My first Ash Wednesday service started off Lent with a proper spirit: a reminder of just how far we are from perfection.
All of us in attendance ensured that the service would not be perfect.
First, our priest had us stand and, stumbling through the liturgy, asked the choir, “Are we going to sing this one?” The congregation and the priest himself chuckled when he realized the choir had just finished a beautiful rendition of the song. We promptly knelt.
We knelt to recite the litany of penitence, which confesses our sins to God and begs for His mercy. The child’s voice behind me could not find the proper rhythm to read with the congregation. The people in front of me spoke the first syllables of the words reserved for the officiant before quickly silencing themselves. I smiled at these reminders of our imperfection as we spoke to God of our sins.

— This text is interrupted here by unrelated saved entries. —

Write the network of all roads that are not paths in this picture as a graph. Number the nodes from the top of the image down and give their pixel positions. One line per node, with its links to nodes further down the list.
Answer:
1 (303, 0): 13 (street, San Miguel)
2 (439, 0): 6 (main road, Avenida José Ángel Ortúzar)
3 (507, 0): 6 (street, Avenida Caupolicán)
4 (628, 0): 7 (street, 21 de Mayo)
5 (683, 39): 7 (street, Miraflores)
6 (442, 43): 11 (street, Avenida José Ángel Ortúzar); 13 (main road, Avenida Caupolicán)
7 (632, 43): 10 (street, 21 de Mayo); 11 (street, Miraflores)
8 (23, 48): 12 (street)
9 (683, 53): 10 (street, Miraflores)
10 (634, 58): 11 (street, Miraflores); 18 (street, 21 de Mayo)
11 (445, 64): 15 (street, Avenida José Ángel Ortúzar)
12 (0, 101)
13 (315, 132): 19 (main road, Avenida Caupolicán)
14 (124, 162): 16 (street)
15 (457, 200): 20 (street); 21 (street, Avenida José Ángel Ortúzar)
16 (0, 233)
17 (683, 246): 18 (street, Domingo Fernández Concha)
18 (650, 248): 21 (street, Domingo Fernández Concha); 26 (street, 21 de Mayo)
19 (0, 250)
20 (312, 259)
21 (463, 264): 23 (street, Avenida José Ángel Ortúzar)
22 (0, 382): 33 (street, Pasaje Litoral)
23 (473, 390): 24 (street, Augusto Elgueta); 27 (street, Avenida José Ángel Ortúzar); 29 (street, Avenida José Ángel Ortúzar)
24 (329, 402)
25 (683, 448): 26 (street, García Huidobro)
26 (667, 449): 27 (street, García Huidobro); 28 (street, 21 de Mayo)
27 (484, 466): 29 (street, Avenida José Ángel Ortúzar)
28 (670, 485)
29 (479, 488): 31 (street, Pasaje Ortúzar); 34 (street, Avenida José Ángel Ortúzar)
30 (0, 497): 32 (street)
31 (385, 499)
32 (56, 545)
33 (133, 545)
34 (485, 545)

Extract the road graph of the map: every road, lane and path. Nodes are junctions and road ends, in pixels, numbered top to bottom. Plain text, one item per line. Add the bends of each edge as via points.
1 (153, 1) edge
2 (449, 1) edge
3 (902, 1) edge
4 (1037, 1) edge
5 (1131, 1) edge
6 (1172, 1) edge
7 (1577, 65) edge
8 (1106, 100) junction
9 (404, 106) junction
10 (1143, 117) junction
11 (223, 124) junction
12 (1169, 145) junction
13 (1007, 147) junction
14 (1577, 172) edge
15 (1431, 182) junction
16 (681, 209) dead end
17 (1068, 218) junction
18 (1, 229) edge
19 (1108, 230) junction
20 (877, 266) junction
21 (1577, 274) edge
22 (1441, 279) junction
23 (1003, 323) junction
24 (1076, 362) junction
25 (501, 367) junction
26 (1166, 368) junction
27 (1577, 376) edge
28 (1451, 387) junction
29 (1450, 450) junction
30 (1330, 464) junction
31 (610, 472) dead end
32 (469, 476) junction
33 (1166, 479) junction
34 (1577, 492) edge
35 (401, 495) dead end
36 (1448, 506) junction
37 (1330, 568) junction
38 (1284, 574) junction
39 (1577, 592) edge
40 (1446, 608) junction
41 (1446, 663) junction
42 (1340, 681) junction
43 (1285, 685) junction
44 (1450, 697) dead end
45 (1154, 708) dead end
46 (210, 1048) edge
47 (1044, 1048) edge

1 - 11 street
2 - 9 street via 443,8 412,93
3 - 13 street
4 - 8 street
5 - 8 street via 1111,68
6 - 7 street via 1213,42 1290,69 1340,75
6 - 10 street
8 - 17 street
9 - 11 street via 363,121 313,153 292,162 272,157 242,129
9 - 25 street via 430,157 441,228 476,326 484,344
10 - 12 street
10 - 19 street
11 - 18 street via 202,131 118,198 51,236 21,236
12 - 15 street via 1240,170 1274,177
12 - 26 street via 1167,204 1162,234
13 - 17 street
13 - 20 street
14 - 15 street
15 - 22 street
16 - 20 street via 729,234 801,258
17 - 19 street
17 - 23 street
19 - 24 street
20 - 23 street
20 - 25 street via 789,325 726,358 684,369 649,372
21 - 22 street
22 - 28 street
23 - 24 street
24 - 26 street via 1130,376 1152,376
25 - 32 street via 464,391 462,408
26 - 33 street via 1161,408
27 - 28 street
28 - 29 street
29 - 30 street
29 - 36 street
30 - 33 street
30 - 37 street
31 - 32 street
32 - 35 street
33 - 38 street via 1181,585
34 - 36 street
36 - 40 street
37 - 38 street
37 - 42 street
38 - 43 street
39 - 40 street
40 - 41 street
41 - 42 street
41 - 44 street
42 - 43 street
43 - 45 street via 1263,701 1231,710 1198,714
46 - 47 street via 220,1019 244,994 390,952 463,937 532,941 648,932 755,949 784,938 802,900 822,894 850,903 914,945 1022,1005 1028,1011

Naturally, it was then my turn. I falteringly tried to keep the rhythm of “Humbly I Adore Thee,” and gave up for a line or two, completely lost. The next corporate prayer was familiar enough that I thought I knew what I was doing, but had enough strange language that I totally flubbed the words. Ha!
What a wonderful reminder of our imperfection! These instances captured for me the unique words of the Ash Wednesday service: “Remember you are dust, and to dust you shall return.” Everyone who attended that service, myself especially included, was sentenced to death for our sins against God. During Lent, we remember how much we need God to save us from our just punishment.
Thankfully, Lent is also a time to prepare for the reconciliation He provided at Easter. Oh, praise the Lord for Easter!